## [What you have to do]
Copy out all the lines in the records that include the word "East".

>>>>

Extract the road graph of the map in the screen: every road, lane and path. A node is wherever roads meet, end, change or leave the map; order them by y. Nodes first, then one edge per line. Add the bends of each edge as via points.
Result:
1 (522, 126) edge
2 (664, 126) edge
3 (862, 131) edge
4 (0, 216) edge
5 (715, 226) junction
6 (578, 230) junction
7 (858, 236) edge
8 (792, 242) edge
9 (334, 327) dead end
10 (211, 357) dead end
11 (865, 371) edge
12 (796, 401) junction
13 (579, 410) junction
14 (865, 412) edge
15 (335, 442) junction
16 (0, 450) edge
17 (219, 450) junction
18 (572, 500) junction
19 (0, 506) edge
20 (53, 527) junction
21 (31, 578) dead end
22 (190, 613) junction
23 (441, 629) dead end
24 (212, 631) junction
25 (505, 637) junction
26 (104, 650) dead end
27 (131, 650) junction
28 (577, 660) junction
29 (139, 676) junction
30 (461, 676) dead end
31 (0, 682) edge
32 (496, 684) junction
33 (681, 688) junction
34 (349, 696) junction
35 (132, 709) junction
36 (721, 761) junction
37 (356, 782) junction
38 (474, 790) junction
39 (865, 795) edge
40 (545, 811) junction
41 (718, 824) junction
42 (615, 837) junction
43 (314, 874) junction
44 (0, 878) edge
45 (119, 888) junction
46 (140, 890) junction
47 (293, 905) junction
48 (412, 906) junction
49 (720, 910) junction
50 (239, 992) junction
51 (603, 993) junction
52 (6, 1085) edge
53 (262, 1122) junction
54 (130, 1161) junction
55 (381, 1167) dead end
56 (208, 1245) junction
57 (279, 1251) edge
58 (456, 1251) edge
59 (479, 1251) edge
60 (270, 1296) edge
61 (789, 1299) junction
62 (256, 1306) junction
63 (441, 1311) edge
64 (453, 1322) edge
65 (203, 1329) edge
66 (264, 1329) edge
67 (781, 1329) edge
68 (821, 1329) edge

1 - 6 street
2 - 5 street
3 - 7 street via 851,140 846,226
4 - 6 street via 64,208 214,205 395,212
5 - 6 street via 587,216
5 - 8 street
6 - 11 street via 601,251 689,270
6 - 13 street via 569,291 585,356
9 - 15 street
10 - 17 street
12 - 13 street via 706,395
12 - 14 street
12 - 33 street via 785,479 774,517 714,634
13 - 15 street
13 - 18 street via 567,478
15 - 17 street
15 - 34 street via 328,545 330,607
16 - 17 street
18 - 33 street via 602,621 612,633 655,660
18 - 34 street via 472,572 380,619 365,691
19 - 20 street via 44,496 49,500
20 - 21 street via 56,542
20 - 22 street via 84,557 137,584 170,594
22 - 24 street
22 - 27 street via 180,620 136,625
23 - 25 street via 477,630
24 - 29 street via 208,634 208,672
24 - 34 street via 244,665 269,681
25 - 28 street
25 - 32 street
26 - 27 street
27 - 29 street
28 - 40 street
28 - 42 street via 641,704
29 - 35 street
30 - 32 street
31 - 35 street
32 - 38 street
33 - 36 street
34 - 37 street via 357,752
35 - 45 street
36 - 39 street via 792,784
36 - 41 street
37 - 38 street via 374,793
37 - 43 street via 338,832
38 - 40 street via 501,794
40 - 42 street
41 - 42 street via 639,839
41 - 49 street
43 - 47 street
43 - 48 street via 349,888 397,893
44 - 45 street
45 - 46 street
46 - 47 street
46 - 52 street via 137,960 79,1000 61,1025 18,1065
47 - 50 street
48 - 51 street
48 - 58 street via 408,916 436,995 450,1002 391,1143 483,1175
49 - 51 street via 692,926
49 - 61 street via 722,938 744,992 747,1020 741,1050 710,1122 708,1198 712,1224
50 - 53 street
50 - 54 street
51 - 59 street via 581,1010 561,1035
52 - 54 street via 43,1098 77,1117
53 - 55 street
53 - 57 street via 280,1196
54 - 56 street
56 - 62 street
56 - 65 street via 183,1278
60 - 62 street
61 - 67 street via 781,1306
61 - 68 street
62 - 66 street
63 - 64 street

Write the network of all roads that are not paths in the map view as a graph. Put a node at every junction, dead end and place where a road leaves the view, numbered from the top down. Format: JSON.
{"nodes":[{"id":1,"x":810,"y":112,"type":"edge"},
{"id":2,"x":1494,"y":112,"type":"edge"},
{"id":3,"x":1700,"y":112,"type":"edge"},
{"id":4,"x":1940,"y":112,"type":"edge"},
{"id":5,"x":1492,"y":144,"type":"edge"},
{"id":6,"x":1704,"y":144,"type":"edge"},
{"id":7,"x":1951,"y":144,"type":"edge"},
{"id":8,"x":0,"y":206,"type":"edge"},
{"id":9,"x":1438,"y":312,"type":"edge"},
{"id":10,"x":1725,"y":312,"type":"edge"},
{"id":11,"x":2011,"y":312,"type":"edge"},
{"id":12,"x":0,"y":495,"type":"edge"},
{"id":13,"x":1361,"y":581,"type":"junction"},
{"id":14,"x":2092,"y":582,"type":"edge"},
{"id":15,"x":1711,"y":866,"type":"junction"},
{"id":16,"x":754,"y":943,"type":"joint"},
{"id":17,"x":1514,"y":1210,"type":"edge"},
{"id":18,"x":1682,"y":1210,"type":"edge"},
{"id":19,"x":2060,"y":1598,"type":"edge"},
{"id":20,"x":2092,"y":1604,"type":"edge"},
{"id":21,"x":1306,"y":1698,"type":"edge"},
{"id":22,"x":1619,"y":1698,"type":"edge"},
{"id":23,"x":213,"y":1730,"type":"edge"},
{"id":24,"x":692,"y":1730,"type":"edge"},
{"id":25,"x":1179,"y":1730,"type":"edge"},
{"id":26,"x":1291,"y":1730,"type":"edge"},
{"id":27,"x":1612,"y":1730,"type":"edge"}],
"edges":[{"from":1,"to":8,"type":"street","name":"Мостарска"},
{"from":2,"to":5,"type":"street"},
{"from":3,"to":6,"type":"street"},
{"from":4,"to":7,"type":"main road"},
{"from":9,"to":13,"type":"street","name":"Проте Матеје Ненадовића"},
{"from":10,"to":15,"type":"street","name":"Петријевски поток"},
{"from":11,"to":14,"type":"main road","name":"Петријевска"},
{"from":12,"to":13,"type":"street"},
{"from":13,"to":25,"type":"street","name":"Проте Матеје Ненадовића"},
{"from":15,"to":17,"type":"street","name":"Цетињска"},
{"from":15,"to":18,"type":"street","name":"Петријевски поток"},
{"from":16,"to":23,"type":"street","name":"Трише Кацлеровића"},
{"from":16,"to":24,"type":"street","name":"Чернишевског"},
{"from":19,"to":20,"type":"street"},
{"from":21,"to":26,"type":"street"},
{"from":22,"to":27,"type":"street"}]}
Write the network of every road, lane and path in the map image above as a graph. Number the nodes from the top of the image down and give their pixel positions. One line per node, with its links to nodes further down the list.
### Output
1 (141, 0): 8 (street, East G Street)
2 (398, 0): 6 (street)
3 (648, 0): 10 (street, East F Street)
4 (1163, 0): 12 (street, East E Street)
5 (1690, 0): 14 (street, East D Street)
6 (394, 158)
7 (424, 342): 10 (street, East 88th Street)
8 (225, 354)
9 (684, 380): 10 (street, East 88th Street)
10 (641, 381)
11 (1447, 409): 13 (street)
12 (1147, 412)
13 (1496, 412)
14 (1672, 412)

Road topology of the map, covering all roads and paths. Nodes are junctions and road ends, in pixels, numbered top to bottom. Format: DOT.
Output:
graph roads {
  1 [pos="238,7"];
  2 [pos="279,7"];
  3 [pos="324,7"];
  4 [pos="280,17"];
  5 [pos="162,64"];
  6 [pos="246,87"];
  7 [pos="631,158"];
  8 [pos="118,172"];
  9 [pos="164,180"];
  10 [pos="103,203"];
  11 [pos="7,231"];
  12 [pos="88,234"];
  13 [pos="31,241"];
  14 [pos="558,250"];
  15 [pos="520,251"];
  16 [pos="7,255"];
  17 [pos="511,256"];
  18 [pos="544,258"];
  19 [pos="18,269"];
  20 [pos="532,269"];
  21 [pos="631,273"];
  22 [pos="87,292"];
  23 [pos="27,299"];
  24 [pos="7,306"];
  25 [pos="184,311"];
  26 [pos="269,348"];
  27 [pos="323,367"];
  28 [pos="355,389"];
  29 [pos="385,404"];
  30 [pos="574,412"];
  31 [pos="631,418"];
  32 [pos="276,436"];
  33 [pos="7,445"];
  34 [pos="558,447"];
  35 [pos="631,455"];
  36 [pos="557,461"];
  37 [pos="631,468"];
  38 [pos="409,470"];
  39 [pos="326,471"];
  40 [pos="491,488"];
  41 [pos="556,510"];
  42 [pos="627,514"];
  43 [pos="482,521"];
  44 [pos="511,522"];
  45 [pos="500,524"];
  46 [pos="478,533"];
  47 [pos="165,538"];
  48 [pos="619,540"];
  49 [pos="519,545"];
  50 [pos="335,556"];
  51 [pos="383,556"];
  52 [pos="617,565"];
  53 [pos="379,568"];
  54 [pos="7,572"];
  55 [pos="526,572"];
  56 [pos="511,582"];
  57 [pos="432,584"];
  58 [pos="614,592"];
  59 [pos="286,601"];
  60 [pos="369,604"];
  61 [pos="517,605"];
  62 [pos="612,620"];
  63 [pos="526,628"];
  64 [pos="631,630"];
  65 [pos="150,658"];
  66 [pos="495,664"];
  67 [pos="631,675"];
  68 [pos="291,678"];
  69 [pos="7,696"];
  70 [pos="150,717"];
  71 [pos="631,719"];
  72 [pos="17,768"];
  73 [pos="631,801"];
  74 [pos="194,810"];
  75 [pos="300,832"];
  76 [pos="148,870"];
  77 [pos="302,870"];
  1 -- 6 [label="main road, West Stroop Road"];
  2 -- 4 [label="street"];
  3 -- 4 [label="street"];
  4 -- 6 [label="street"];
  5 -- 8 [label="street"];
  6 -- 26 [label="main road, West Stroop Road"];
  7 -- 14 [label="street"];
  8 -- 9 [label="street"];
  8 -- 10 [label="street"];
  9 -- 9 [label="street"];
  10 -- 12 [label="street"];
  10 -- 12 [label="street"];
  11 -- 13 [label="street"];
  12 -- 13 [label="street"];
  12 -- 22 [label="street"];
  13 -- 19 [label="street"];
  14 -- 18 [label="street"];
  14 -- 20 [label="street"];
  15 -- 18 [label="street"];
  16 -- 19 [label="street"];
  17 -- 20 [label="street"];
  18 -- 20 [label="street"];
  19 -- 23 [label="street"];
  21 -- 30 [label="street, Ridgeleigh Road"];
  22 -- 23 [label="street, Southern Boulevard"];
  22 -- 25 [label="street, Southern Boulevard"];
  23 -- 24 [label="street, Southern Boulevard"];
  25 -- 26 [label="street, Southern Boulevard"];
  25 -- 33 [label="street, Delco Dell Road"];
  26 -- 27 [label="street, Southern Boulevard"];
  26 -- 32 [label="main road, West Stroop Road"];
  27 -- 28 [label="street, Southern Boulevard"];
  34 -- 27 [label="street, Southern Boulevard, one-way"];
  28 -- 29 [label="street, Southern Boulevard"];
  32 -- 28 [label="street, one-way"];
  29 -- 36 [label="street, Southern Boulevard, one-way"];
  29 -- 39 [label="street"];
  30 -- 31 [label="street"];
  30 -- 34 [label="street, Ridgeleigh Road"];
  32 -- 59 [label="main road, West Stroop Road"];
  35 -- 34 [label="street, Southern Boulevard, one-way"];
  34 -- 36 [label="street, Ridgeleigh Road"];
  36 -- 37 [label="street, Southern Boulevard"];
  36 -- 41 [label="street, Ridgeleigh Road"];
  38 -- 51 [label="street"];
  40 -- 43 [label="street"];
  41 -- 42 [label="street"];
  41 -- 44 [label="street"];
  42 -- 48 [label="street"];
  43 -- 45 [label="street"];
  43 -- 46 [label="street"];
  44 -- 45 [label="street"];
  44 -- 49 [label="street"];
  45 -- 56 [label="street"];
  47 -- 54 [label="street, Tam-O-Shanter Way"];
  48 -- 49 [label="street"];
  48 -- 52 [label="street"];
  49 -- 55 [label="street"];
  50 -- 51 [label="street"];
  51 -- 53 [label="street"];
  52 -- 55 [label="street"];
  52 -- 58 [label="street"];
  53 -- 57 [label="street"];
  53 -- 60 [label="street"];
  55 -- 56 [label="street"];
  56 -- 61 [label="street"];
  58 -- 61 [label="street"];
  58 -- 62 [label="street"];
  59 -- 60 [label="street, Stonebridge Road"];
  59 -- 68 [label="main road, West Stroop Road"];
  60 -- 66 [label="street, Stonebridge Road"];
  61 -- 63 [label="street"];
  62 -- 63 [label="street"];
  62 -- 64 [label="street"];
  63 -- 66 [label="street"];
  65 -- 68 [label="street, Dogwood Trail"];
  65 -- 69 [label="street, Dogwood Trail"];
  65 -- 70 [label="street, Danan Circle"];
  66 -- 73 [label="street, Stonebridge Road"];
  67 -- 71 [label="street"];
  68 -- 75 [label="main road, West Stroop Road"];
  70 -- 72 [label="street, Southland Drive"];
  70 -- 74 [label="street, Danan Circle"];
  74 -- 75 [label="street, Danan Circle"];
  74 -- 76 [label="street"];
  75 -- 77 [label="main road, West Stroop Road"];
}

<<<<

## [Problem solution]
1 (141, 0): 8 (street, East G Street)
3 (648, 0): 10 (street, East F Street)
4 (1163, 0): 12 (street, East E Street)
5 (1690, 0): 14 (street, East D Street)
7 (424, 342): 10 (street, East 88th Street)
9 (684, 380): 10 (street, East 88th Street)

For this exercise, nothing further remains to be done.